**What is expected**
Copy out the data exactly, leaving the pictures behind.

● ● ● ● ● ● ●

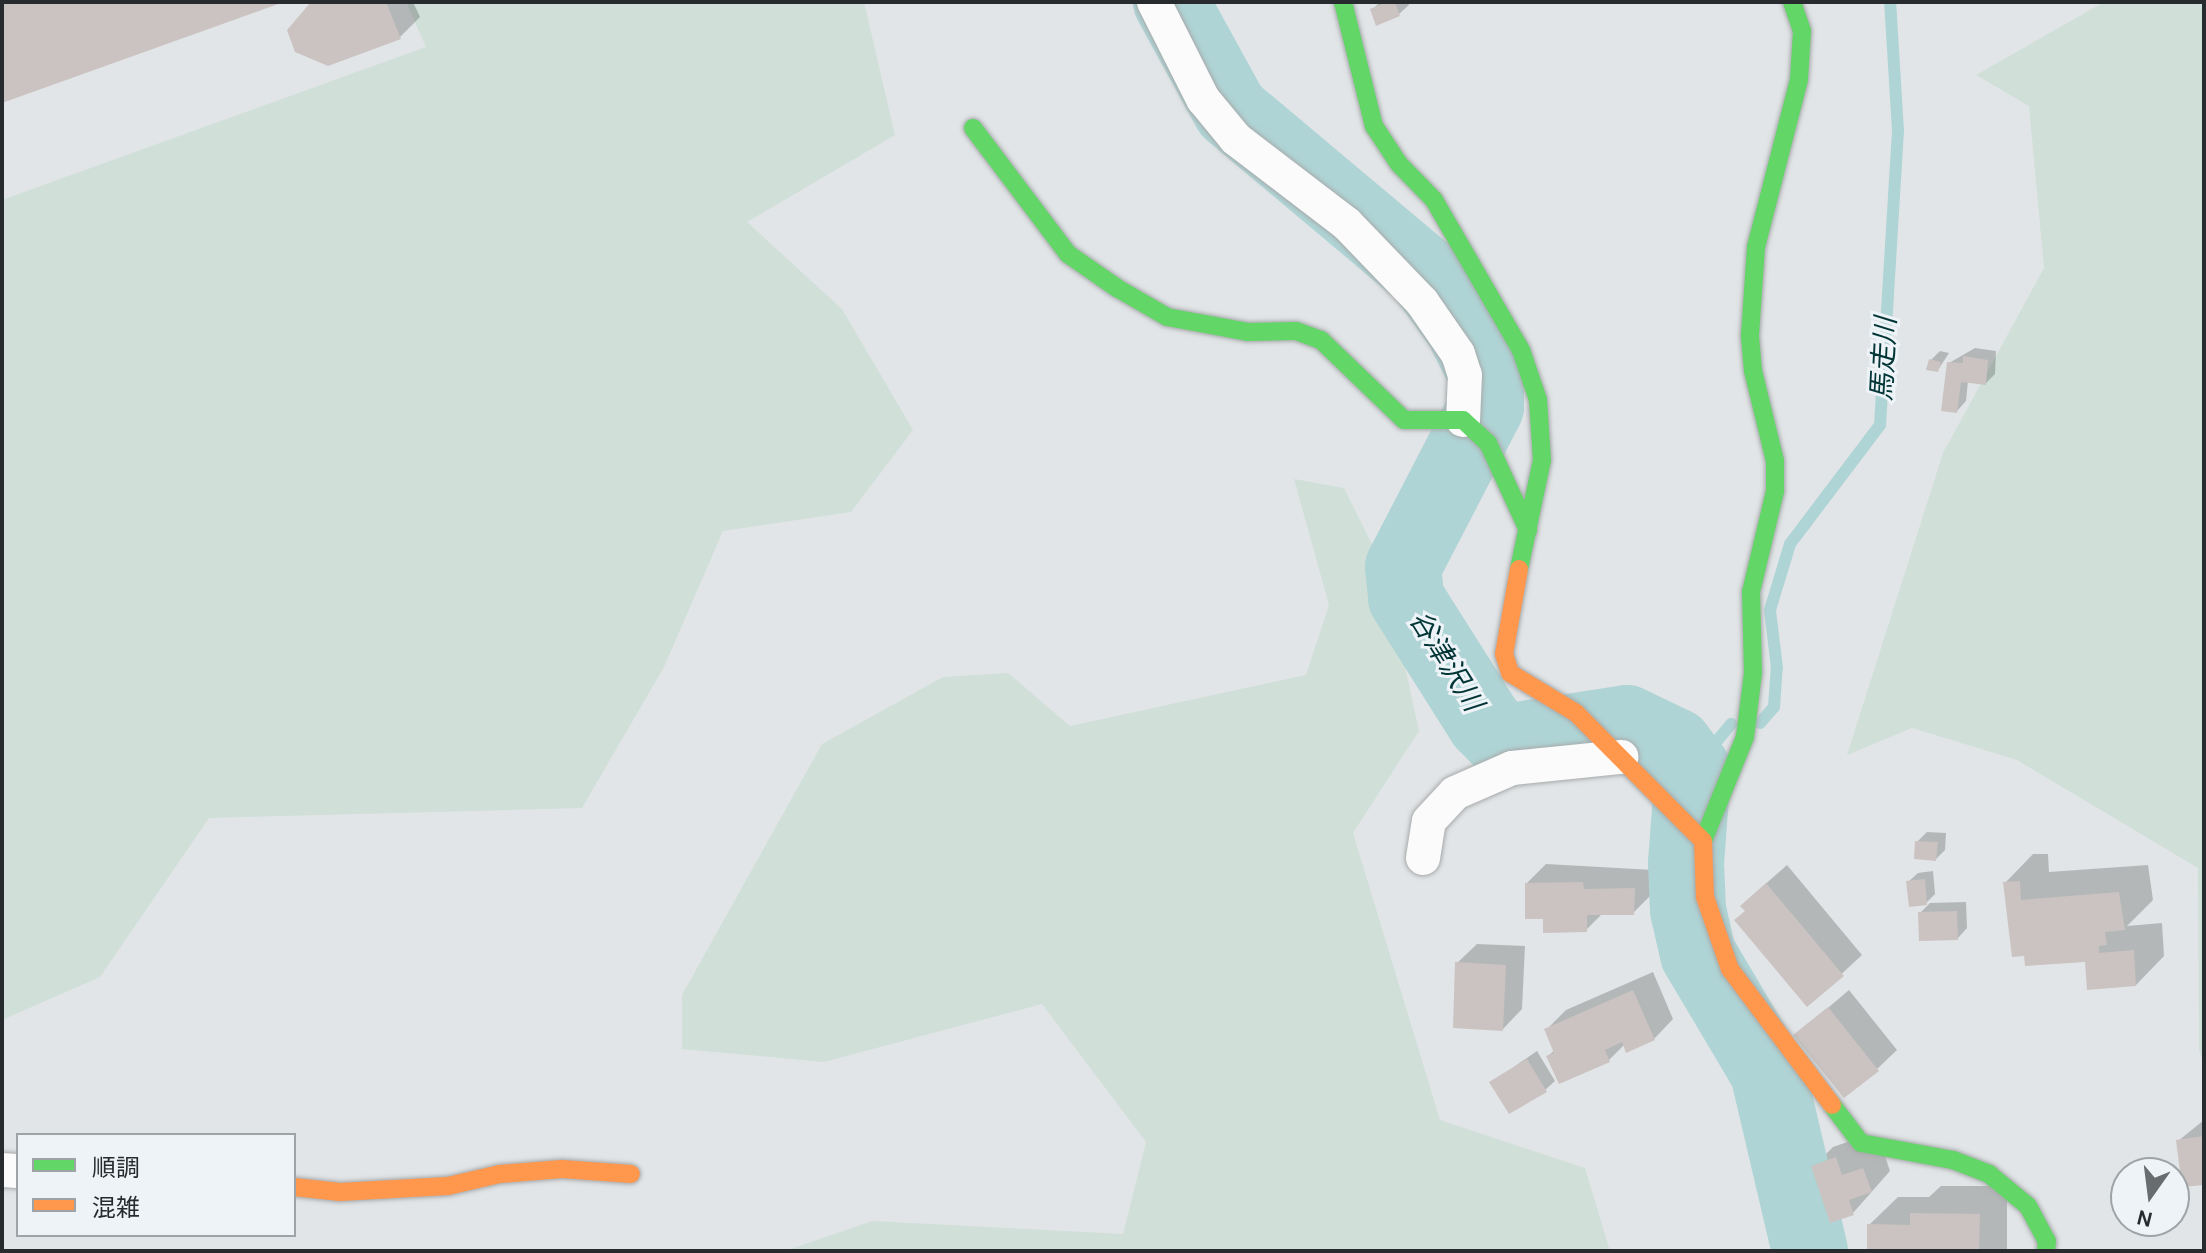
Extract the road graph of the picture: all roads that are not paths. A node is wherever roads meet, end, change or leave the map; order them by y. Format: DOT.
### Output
graph roads {
  1 [pos="1154,2"];
  2 [pos="1343,2"];
  3 [pos="1792,2"];
  4 [pos="973,128"];
  5 [pos="1463,420"];
  6 [pos="1528,530"];
  7 [pos="1621,757"];
  8 [pos="1703,841"];
  9 [pos="1423,858"];
  10 [pos="631,1174"];
  11 [pos="296,1187"];
  12 [pos="2046,1251"];
  1 -- 5 [label="street"];
  2 -- 6 [label="street"];
  3 -- 8 [label="street"];
  4 -- 5 [label="street"];
  5 -- 6 [label="street"];
  6 -- 7 [label="street"];
  7 -- 8 [label="street"];
  7 -- 9 [label="street"];
  8 -- 12 [label="street"];
  10 -- 11 [label="street"];
}
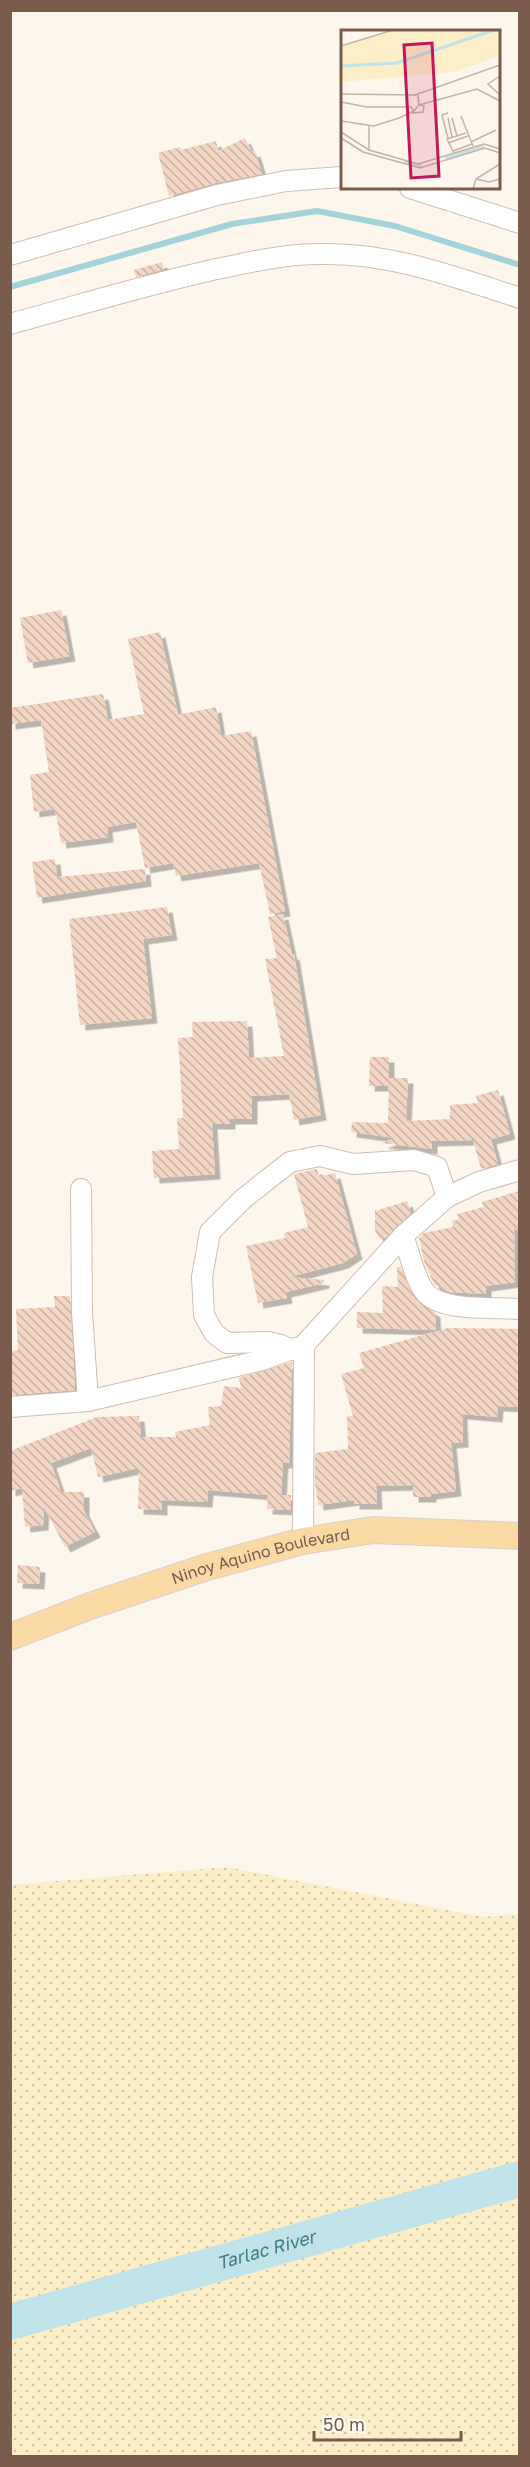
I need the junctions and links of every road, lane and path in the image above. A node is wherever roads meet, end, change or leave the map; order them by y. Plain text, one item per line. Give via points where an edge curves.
1 (341, 177) edge
2 (413, 189) edge
3 (519, 223) edge
4 (10, 255) edge
5 (519, 298) edge
6 (10, 324) edge
7 (519, 1170) edge
8 (81, 1189) dead end
9 (447, 1197) junction
10 (403, 1236) junction
11 (519, 1309) edge
12 (297, 1347) junction
13 (88, 1401) junction
14 (10, 1407) edge
15 (519, 1536) edge
16 (303, 1541) junction
17 (10, 1637) edge

1 - 4 street via 286,181 217,195
2 - 3 street
5 - 6 street via 440,271 375,258 322,254 272,257 148,285
7 - 9 street
8 - 13 street via 82,1312
9 - 10 street
9 - 12 street via 437,1167 414,1160 354,1164 320,1156 290,1162 243,1199 210,1232 202,1277 204,1315 214,1333 227,1342
10 - 11 street via 423,1290 434,1301
10 - 12 street
12 - 13 street via 262,1360
12 - 16 street
13 - 14 street
15 - 16 main road, Ninoy Aquino Boulevard via 373,1530
16 - 17 main road, Ninoy Aquino Boulevard via 207,1567

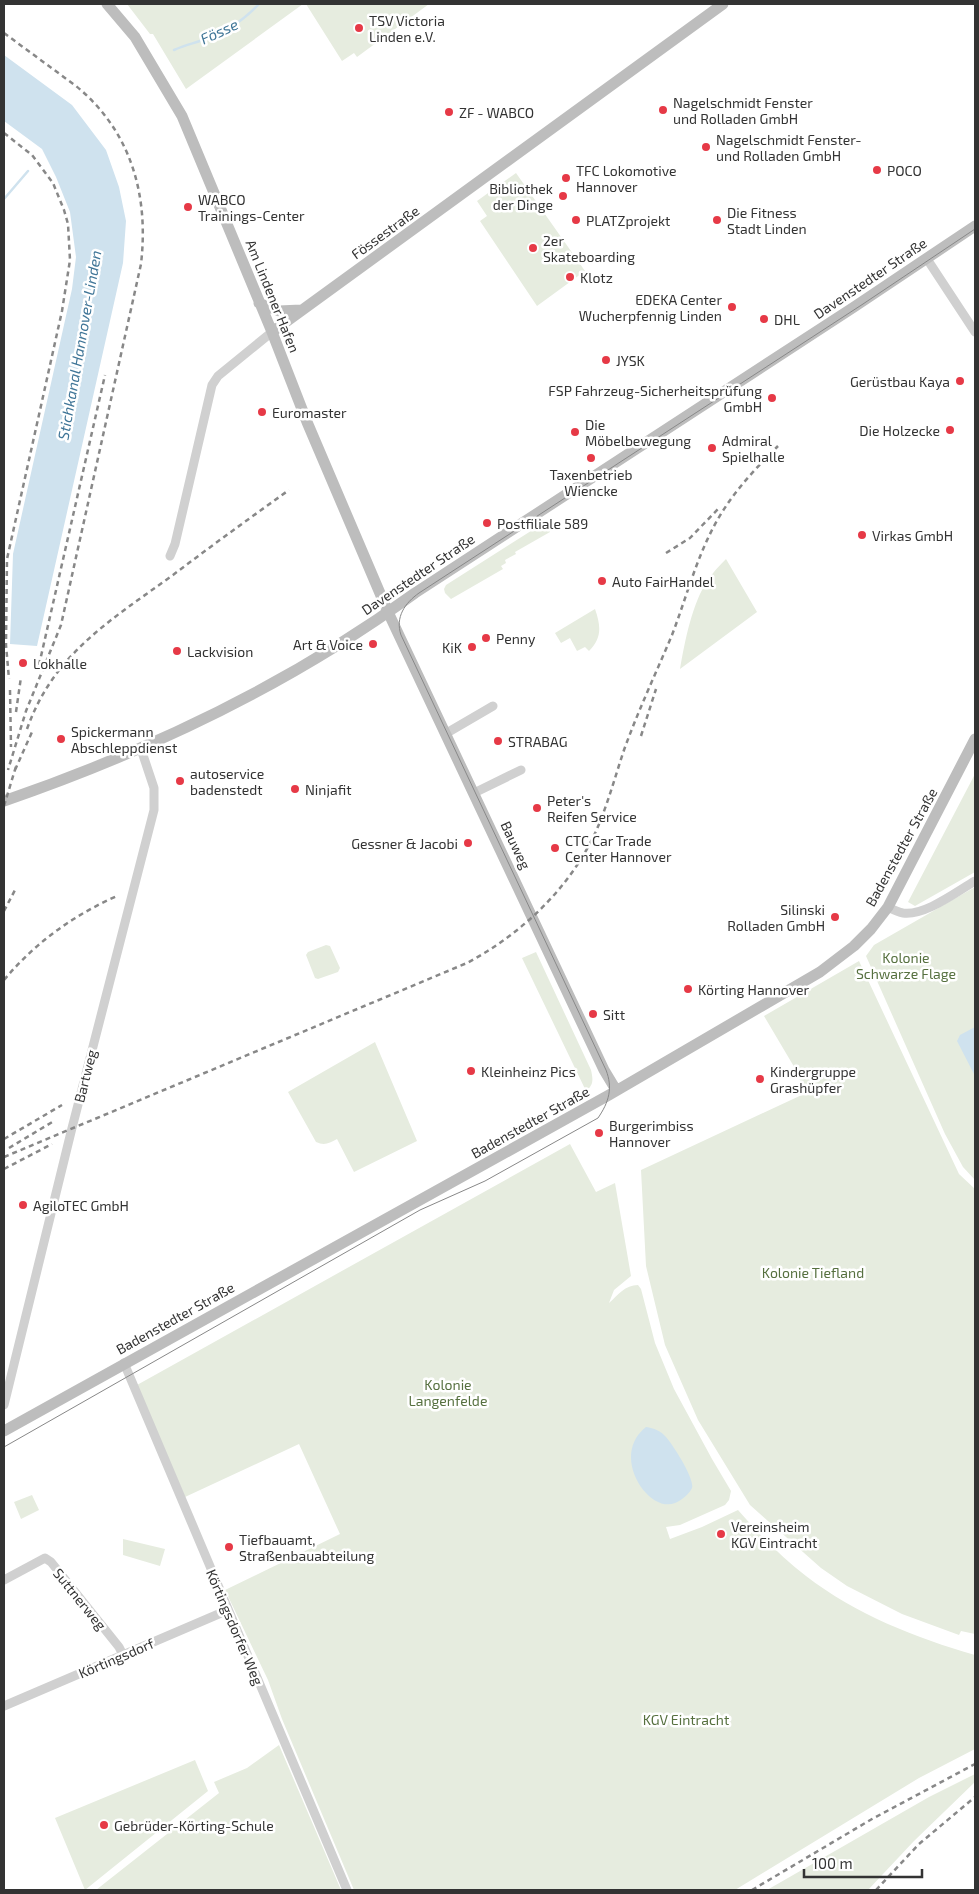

● ● ● ● ● ● ●

**Solution**
Extract the road graph of the picture: all roads that are not paths. A node is wherever roads meet, end, change or leave the map; order them by y. Format: DOT.
### Output
graph roads {
  1 [pos="1154,2"];
  2 [pos="1343,2"];
  3 [pos="1792,2"];
  4 [pos="973,128"];
  5 [pos="1463,420"];
  6 [pos="1528,530"];
  7 [pos="1621,757"];
  8 [pos="1703,841"];
  9 [pos="1423,858"];
  10 [pos="631,1174"];
  11 [pos="296,1187"];
  12 [pos="2046,1251"];
  1 -- 5 [label="street"];
  2 -- 6 [label="street"];
  3 -- 8 [label="street"];
  4 -- 5 [label="street"];
  5 -- 6 [label="street"];
  6 -- 7 [label="street"];
  7 -- 8 [label="street"];
  7 -- 9 [label="street"];
  8 -- 12 [label="street"];
  10 -- 11 [label="street"];
}
I need the junctions and links of every road, lane and path in the image above. A node is wherever roads meet, end, change or leave the map; order them by y. Plain text, one item per line. Give via points where an edge curves.
1 (341, 177) edge
2 (413, 189) edge
3 (519, 223) edge
4 (10, 255) edge
5 (519, 298) edge
6 (10, 324) edge
7 (519, 1170) edge
8 (81, 1189) dead end
9 (447, 1197) junction
10 (403, 1236) junction
11 (519, 1309) edge
12 (297, 1347) junction
13 (88, 1401) junction
14 (10, 1407) edge
15 (519, 1536) edge
16 (303, 1541) junction
17 (10, 1637) edge

1 - 4 street via 286,181 217,195
2 - 3 street
5 - 6 street via 440,271 375,258 322,254 272,257 148,285
7 - 9 street
8 - 13 street via 82,1312
9 - 10 street
9 - 12 street via 437,1167 414,1160 354,1164 320,1156 290,1162 243,1199 210,1232 202,1277 204,1315 214,1333 227,1342
10 - 11 street via 423,1290 434,1301
10 - 12 street
12 - 13 street via 262,1360
12 - 16 street
13 - 14 street
15 - 16 main road, Ninoy Aquino Boulevard via 373,1530
16 - 17 main road, Ninoy Aquino Boulevard via 207,1567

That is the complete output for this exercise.